Health Service Categories and Careers


Medical Administration is vital to the proper functioning of hospitals, practices and clinics. It ensures the process of appointment, diagnosis and treatment management runs smoothly. Medical Administration is also fundamental to public policy planning and health service governance and delivery. It often involves multi-factorial and high-risk decision making, demanding leadership with both clinical and management competencies. Medical Administration incorporates health law, health economics, human resource management, policy development, management systems and strategy, and service design. It seeks to encourage behavioural change and collaboration, identify effective clinical outcomes, and implement quality improvements, which may involve seeking and analysing information from a variety of medical specialties to make decisions which benefit the health service and health service delivery as a whole. There are numerous challenges in this area of health care, which include: stakeholder conflicts of interest, bureaucratisation of clinical practice, centralisation of health service management, separation of management from frontline workers, and a lack of clinical training among health service managers.

Administration of health care services is provided by a range of clinical and non-clinical staff with varying levels of accountability and responsibility, who work together to help efficiently and safely delivery health care services to patients.

Medical Administration Jobs

Administrators (General, Non-Clinical), who work in hospitals or health care services, apply their knowledge of medical terminology to patient records and data keeping systems. They help ensure the process of appointment, diagnosis and treatment management runs smoothly. Administration staff book patient appointments, check patients in, provide customer service, undertake data entry, handle complaints and enquiries, pay bills and process payments, upkeep the office space, compile records and charts of patient history and ongoing treatment, and communicate any important information to medical staff. Non-clinical administrative roles in the health care industry are available to professionals with management skills, and experience in procurement, human resources, finance, organisational systems and health information management.

Medical Administrators are senior doctors who have extensive experience in clinical medicine and hospital administration. These roles are among the highest administrative positions of the organisation, often only overseen by the management board. Medical Administrators, such as CEOs, Chief Health Consultants and Officers, and Medical Directors, have serious supervisory and operational responsibilities. They oversee, and are accountable for, the clinical, professional and financial performance of the department/organisation, and the delivery of high quality, effective and efficient patient care. They use their clinical training and experience together with medical management expertise, to lead and influence health service delivery and manage complex health organisations. They may be responsible for human resource management, fiscal management, recruiting and credentialing, implementation of governance frameworks and accreditation, attending board meetings, coordinating interdepartmental functions; and developing, monitoring and evaluating the protocols and guidelines for clinical staff. Doctors in this role require excellent communication and interpersonal skills; a thorough understanding of organisational systems, processes and interdependencies; and need to work collaboratively with a wide range of stakeholders and specialists. Roles in Medical Administration include senior management positions such as Chief Medical Officers, Directors of Medical Services, Heads of health authorities, Chief executives of hospitals and universities, Chief health officers of government jurisdictions and Consultants to governments and private sector health services. The Royal Australasian College of Medical Administrators (RACMA) runs a 3-year training program in Medical Administration, available to registered doctors who have at least 3 years clinical experience. This advanced training program includes a master’s degree and leads to RACMA Fellowship and Specialist registration with AHPRA.

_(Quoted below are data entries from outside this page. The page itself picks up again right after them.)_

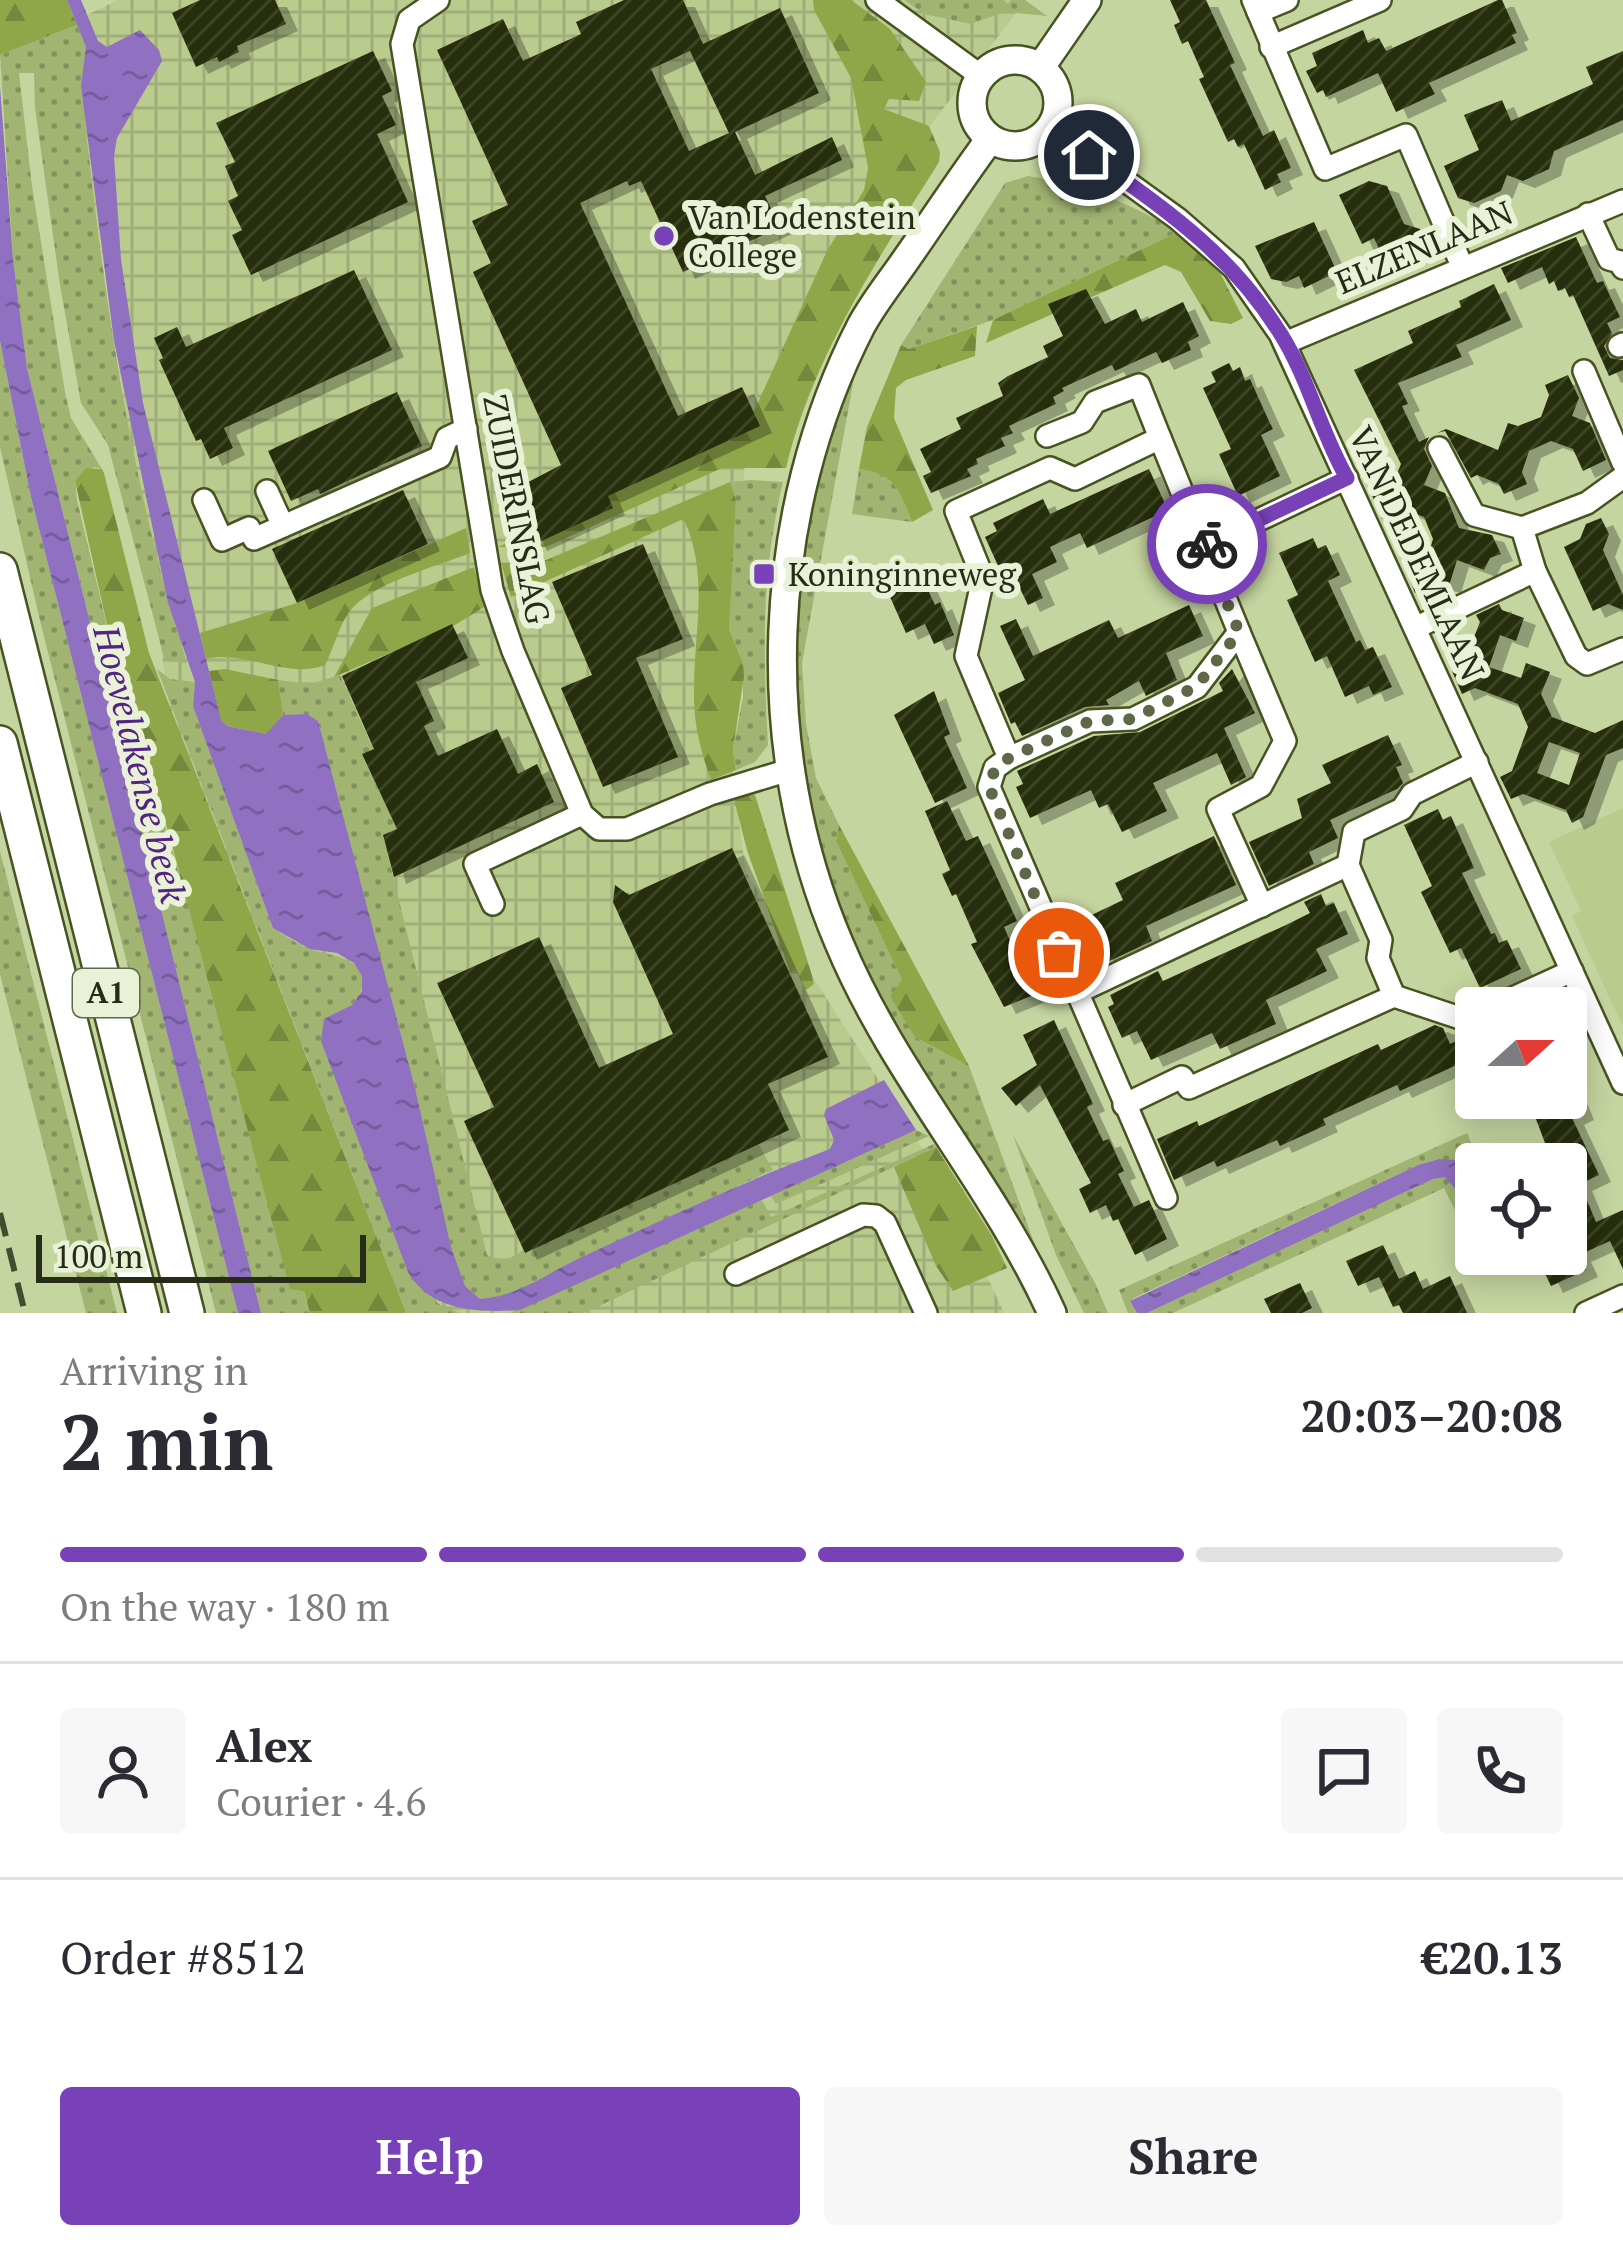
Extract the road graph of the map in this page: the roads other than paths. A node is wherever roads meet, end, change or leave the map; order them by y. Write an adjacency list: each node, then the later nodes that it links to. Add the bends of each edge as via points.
1 (438, 0): 18 (street, ZUIDERINSLAG, via 409,20 402,44)
2 (877, 0): 9 (street)
3 (1087, 0): 8 (main road)
4 (1287, 0): 6 (street)
5 (1380, 0): 7 (street)
6 (1255, 6): 7 (street)
7 (1271, 47): 14 (street, via 1325,169 1406,135)
8 (1040, 68): 9 (main road, via 1008,60); 10 (main road, via 1057,95)
9 (980, 76): 11 (main road, via 973,114)
10 (1051, 128): 11 (main road, via 1022,146); 16 (street, VAN DEDEMLAAN, via 1234,268)
11 (990, 139): 38 (main road, via 862,324 812,442 788,580)
12 (1623, 200): 13 (street, ELZENLAAN)
13 (1588, 214): 14 (street, ELZENLAAN); 15 (street, via 1609,259)
14 (1462, 266): 16 (street, ELZENLAAN)
15 (1623, 268)
16 (1286, 343): 24 (street, VAN DEDEMLAAN)
17 (1584, 371): 22 (street)
18 (447, 432): 27 (street, via 440,457); 39 (street, ZUIDERINSLAG, via 500,619)
19 (1047, 436): 20 (street, via 1082,422 1095,402 1139,385)
20 (1160, 438): 29 (street); 36 (street, via 1075,479 1050,468 956,511 983,578 966,656)
21 (1439, 448): 28 (street, via 1474,515)
22 (1623, 463)
23 (1623, 477): 28 (street, via 1587,502)
24 (1347, 478): 29 (street); 32 (street, VAN DEDEMLAAN)
25 (267, 491): 27 (street)
26 (204, 500): 27 (street, via 222,540 249,527 254,539)
27 (283, 526)
28 (1522, 527): 31 (street)
29 (1204, 546): 33 (street)
30 (0, 571): 54 (highway, A1)
31 (1535, 571): 32 (street); 34 (street, via 1576,656 1587,664)
32 (1415, 628): 37 (street, VAN DEDEMLAAN)
33 (1239, 632): 36 (street, via 1197,686 1133,719 1090,721); 42 (street, via 1285,741 1261,786 1218,809)
34 (1623, 649)
35 (0, 743): 53 (highway, A1)
36 (1009, 758): 45 (street, via 989,787)
37 (1477, 762): 40 (street, via 1354,832); 43 (street, VAN DEDEMLAAN)
38 (789, 770): 39 (street, via 627,830 599,830); 56 (main road, via 838,942)
39 (582, 814): 41 (street, via 475,864)
40 (1348, 866): 42 (street); 46 (street, via 1381,940 1378,958)
41 (494, 904)
42 (1262, 906): 45 (street)
43 (1572, 971): 44 (street); 48 (street, VAN DEDEMLAAN)
44 (1537, 987)
45 (1076, 993): 49 (street)
46 (1394, 996): 47 (street); 49 (street, via 1189,1088 1182,1078)
47 (1455, 1015)
48 (1623, 1083)
49 (1124, 1106): 50 (street)
50 (1166, 1198)
51 (736, 1274): 55 (street, via 875,1216)
52 (1623, 1297): 57 (street)
53 (144, 1313)
54 (187, 1313)
55 (926, 1313)
56 (1052, 1313)
57 (1586, 1313)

Registrars are registered doctors who have completed their medical degree and pre-vocational training (internship and residency/PGY2-3). They have attained general registration with AHPRA and can now undertake specialist/or vocational training positions to broaden and refine their scope of practice and gain experience, skills and competency in their chosen area of medicine. Registrars are very important members of the integrated and multi-disciplinary health care team. They have increasing responsibility for patient care, oversee and support junior doctors and staff, participate in professional development activities and continue to receive important guidance, training, and support from senior staff. They work in a range of primary, secondary, tertiary, clinical, laboratory and acute care settings, in hospitals, private practices and community clinics. Registered doctors at this level can further their career as Hospital Doctors or Career Medical Officers or pursue a medical specialty with further training and specialist registration. Registrars who want to pursue a career in Medical Administration can undertake RACMA advanced training in Medical Administration. They work under Specialist Medical Administrators and develop skills, expertise, and valuable work experience in this area of medicine and healthcare delivery.